Génocide. Néologisme forgé il y a soixante-dix ans sur les cendres de la Shoah
par Raphaël Lemkin, juriste polonais réfugié aux États-Unis, à partir de deux
mots : le grec genos (genre, espèce) et le latin caedere (tuer, massacrer). Être
tué pour ce que l'on est du fait de sa naissance, dans le cadre d'un plan
concerté d'extermination. Si la solution finale fut arménienne, juive, herero,
assyrienne, elle fut aussi rwandaise.
Vingt ans après, le dernier des génocides de l'Histoire contemporaine continue
de hanter le pays des Mille Collines et des mille fosses communes.
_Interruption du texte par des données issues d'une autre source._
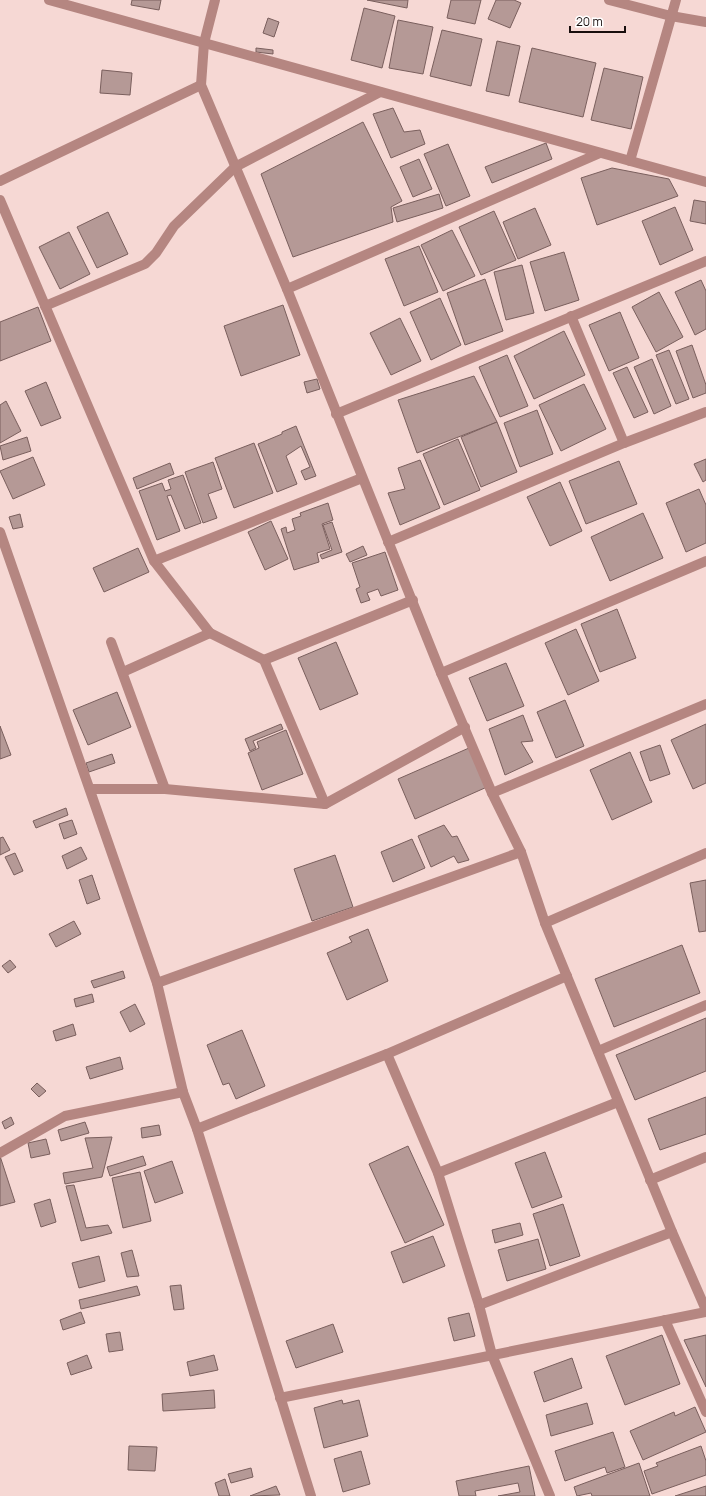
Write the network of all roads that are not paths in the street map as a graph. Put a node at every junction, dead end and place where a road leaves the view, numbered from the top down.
1 (50, 0) edge
2 (215, 0) edge
3 (609, 0) edge
4 (676, 0) edge
5 (671, 16) junction
6 (706, 22) edge
7 (204, 43) junction
8 (201, 85) junction
9 (380, 92) junction
10 (600, 153) junction
11 (630, 161) junction
12 (235, 167) junction
13 (0, 181) edge
14 (706, 182) edge
15 (0, 200) edge
16 (706, 261) edge
17 (287, 289) junction
18 (46, 306) junction
19 (571, 316) junction
20 (706, 412) edge
21 (336, 414) junction
22 (624, 443) junction
23 (362, 478) junction
24 (0, 532) edge
25 (388, 542) junction
26 (154, 560) junction
27 (706, 561) edge
28 (413, 600) junction
29 (210, 633) junction
30 (111, 642) dead end
31 (264, 660) junction
32 (123, 672) junction
33 (441, 673) junction
34 (706, 704) edge
35 (464, 727) junction
36 (91, 789) junction
37 (165, 789) junction
38 (492, 793) junction
39 (325, 804) junction
40 (521, 852) junction
41 (706, 853) edge
42 (545, 923) junction
43 (567, 976) junction
44 (157, 983) junction
45 (706, 1004) edge
46 (598, 1051) junction
47 (387, 1054) junction
48 (182, 1092) junction
49 (618, 1102) junction
50 (197, 1129) junction
51 (0, 1153) edge
52 (706, 1156) edge
53 (438, 1173) junction
54 (650, 1180) junction
55 (672, 1232) junction
56 (479, 1305) junction
57 (706, 1311) edge
58 (665, 1320) junction
59 (492, 1355) junction
60 (280, 1398) junction
61 (706, 1412) edge
62 (311, 1496) edge
63 (550, 1496) edge

1 - 7 street
2 - 7 street
3 - 5 street
4 - 5 street
5 - 6 street
5 - 11 street
7 - 8 street
7 - 9 street
8 - 12 street
8 - 13 street
9 - 10 street
9 - 12 street
10 - 11 street
10 - 17 street
11 - 14 street
12 - 17 street
12 - 18 street
15 - 18 street
16 - 19 street
17 - 21 street
18 - 26 street
19 - 21 street
19 - 22 street
20 - 22 street
21 - 23 street
22 - 25 street
23 - 25 street
23 - 26 street
24 - 36 street
25 - 28 street
26 - 29 street
27 - 33 street
28 - 31 street
28 - 33 street
29 - 31 street
29 - 32 street
30 - 32 street
31 - 39 street
32 - 37 street
33 - 35 street
34 - 38 street
35 - 38 street
35 - 39 street
36 - 37 street
36 - 44 street
37 - 39 street
38 - 40 street
40 - 42 street
40 - 44 street
41 - 42 street
42 - 43 street
43 - 46 street
43 - 47 street
44 - 48 street
45 - 46 street
46 - 49 street
47 - 50 street
47 - 53 street
48 - 50 street
48 - 51 street
49 - 53 street
49 - 54 street
50 - 60 street
52 - 54 street
53 - 56 street
54 - 55 street
55 - 56 street
55 - 57 street
56 - 59 street
57 - 58 street
58 - 59 street
58 - 61 street
59 - 60 street
59 - 63 street
60 - 62 street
Comment en
serait-il autrement ? Le massacre des Tutsis du Rwanda fut le plus rapide et le
plus dense de tous les génocides : un million de morts en cent jours, soit dix
mille par jour, sept par minute. Le seul, aussi, à être populaire puisque 60 %
de la population rwandaise de 1994, manipulée par une machine politique
extrémiste, y a participé. Le seul, enfin, à être consanguin puisqu'il déchira
deux communautés, hutue et tutsie, en réalité deux catégories sociales que la
colonisation avait érigées en ethnies rivales, mais qui partagent la même
langue, la même culture et les mêmes patronymes.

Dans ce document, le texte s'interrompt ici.